About yoga

 

So what is yoga?

Yoga is generally thought to have originated in India 3-5000 years ago. The term 'yoga' means 'union'. There are different interpretations as to what kind of union, but I think the idea that it's a union of the mind, body and breath can make sense to everyone.

Many people think yoga is just about physical poses, but actually, in its broadest sense, yoga is a belief system and whole way of life. Yoga practices can include physical exercise, breathing, meditation, study and more. You can take it as far as you choose. Most of the content on this site refers to the modern postural aspect of yoga.

Evidence suggests that modern yoga is pretty different to what was practised thousands of years ago in ancient India. Some say that what we practise today can only be traced back about a hundred years, as opposed to thousands. Regardless of origins, it’s obvious that, as decades have passed and yoga has spread to different cultures, it has picked up lots of different influences. Today, there is a huge array of yoga styles, schools of thought and opinions. If you’re interested in learning more about yoga, I encourage you to experiment and find what works for you. As I often say in my classes, we’re all different.

Our Parks class,  E20

What are the benefits?

Many people think that the physical aspect of yoga is only good for flexibility and relaxation. Not true! Yoga has a wider range of benefits than you may think. Having said that, it's not a miracle cure-all and there are some outdated, dubious claims made too. Here is my realistic take on why you may want to try it:

  • It makes you feel good! I think the main reason most yogis keep at it is because of how they feel after a yoga class. There’s a great quote (the Internet tells me it’s from the author Stephen R. Covey): 'We see the world, not as it is, but as we are.' When we feel good, everything seems good, and vice versa.
  • It can improve physical fitness, including strength, stamina, mobility and more.
  • It helps to reduce stress.
  • It can help you manage your emotions.
  • It can improve balance (falls are the most common cause of injury related deaths in people over the age of 75).
  • It can improve concentration and focus.
  • It can improve posture.
  • It can improve general health. Yoga increases awareness of what is going on in the body, which can lead to changes in lifestyle.
  • It can teach us useful life lessons. Many things we learn about ourselves and our bodies when practising yoga can be applied to life in general.
  • Evidence-based research suggests that yoga can help a wide range of health conditions, including: anxiety, back pain, depression, diabetes, fibromyalgia, heart disease, high blood pressure, insomnia and post-traumatic stress disorder. It has also been shown to help women who are getting uncomfortable symptoms related to menopause and pregnancy. Lots of people have stories about how yoga has helped them.

Who can do Yoga?

Yoga’s just for women, isn’t it? Especially white, skinny, hippy women, who like getting their toned, flawless legs behind their heads in front of impossibly stunning oceans and sunsets. Right?
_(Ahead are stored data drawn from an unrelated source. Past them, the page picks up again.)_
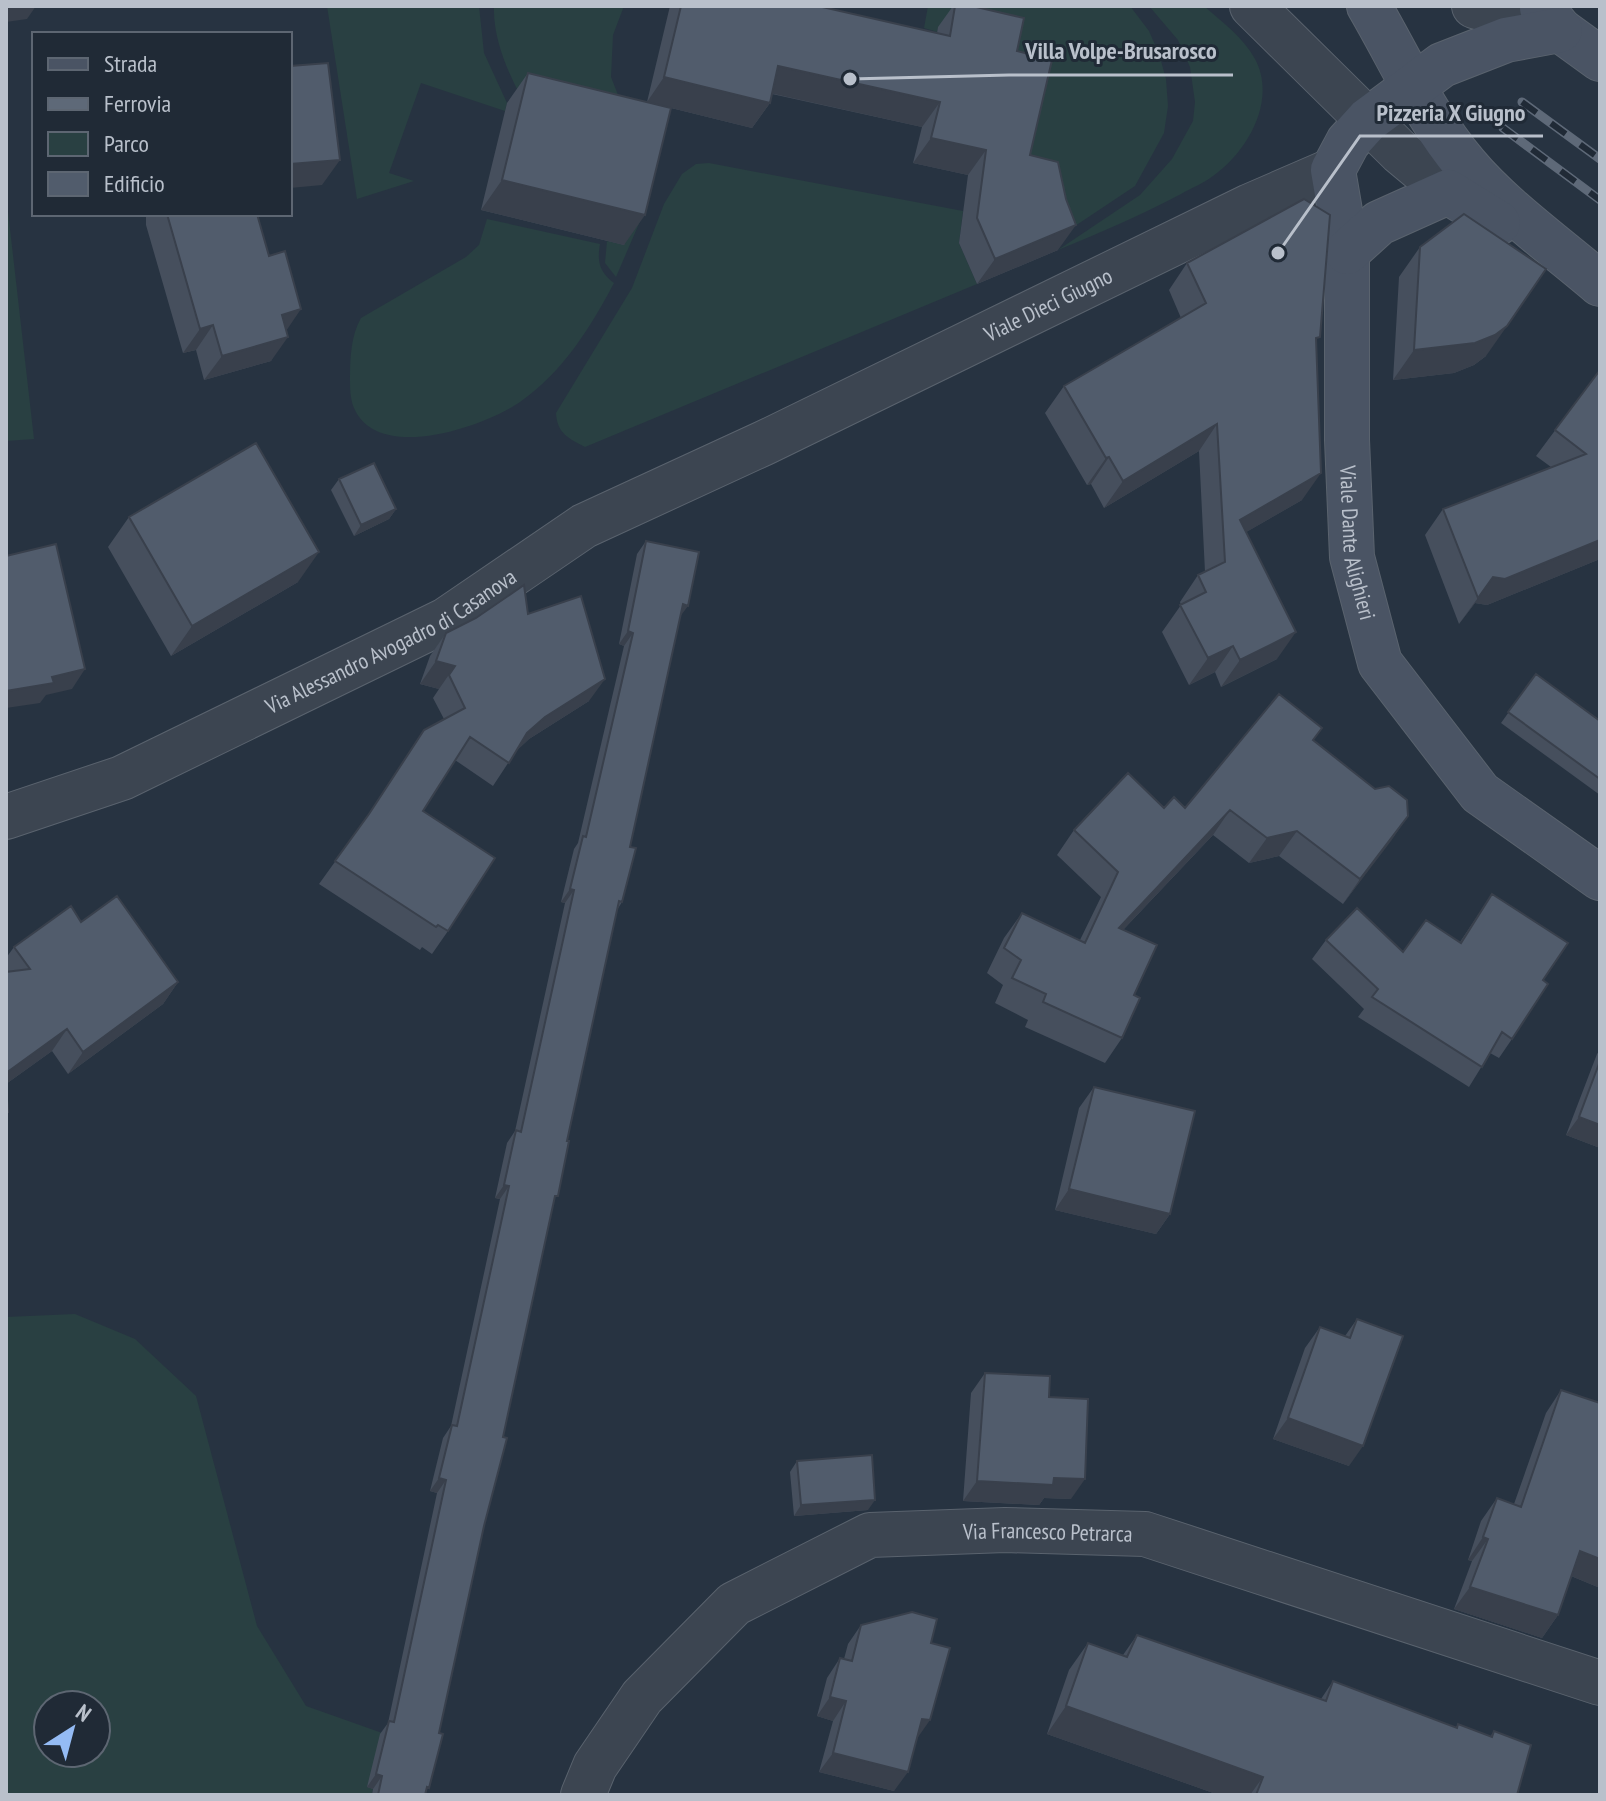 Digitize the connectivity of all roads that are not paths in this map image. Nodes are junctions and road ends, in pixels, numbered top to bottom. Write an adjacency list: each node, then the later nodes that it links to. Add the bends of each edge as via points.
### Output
1 (1252, 6): 7 (street)
2 (1369, 6): 6 (main road)
3 (1474, 6): 4 (street)
4 (1551, 18): 5 (main road); 6 (main road, via 1442,65)
5 (1600, 59)
6 (1414, 84): 7 (main road); 11 (main road, via 1467,167)
7 (1368, 120): 8 (main road); 9 (street)
8 (1333, 170): 10 (main road, Viale Dante Alighieri); 12 (street, Viale Dieci Giugno)
9 (1448, 192): 10 (main road, via 1379,223); 11 (main road)
10 (1347, 252): 14 (main road, Viale Dante Alighieri, via 1352,557 1380,663 1480,793)
11 (1600, 285)
12 (764, 443): 13 (street, Via Alessandro Avogadro di Casanova, via 584,526 446,620 122,778)
13 (6, 817)
14 (1600, 878)
15 (1600, 1683): 16 (street, Via Francesco Petrarca, via 1145,1534 1005,1530 870,1535 734,1604 642,1697 595,1766)
16 (583, 1795)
Wrong! OK, I might be a white woman, but still, I’m really bored of seeing the same old images of yoga in the media. There's a reason I don't have flattering, Photoshopped pictures of me in advanced poses on this site! Anyone can do yoga; regardless of age, gender, race, class, body shape, religious/spiritual beliefs or anything else. As I’ve already said, there are so many styles out there; most people could probably find a class that suits them. Yoga is versatile. Poses can be modified to suit you no matter what level you’re at and also if you’re injured, have a health condition or are pregnant.

Similarly, you don't need to be 'flexible'. Who cares if you can't touch your toes or tie yourself in knots?! Is that really going to improve your life? Yoga is not a performance or about comparing yourself to other people (or those media images). It's not about straining and forcing (which is unhelpful and can lead to injury). It's about accepting who and where you are. It's about listening to your body and doing the best thing for you.

What happens in a yoga class?

In yoga, we generally use mats to give cushioning and prevent the hands and feet from slipping (although this isn't necessary when we're outdoors on grass). In one of my yoga classes, we start by establishing our breathing and getting relaxed and focused. Then we warm up (which often involves a flowing sequence of poses called 'sun salutations'). Following this, we do a range of different poses to strengthen and mobilise the body. At the end, there is a guided relaxation. You should hopefully leave feeling energised, but calm and positive!

How do I prepare for a yoga class?

  • Don’t eat for at least 90 minutes beforehand.
  • Wear comfortable clothes that you can move in easily (yoga is generally practised barefoot) and remove jewellery. You may want extra layers for the relaxation part of the class when your body cools down.
  • Tell the teacher about any health conditions or injuries you have, or if you're pregnant.
  • You may want to bring some drinking water.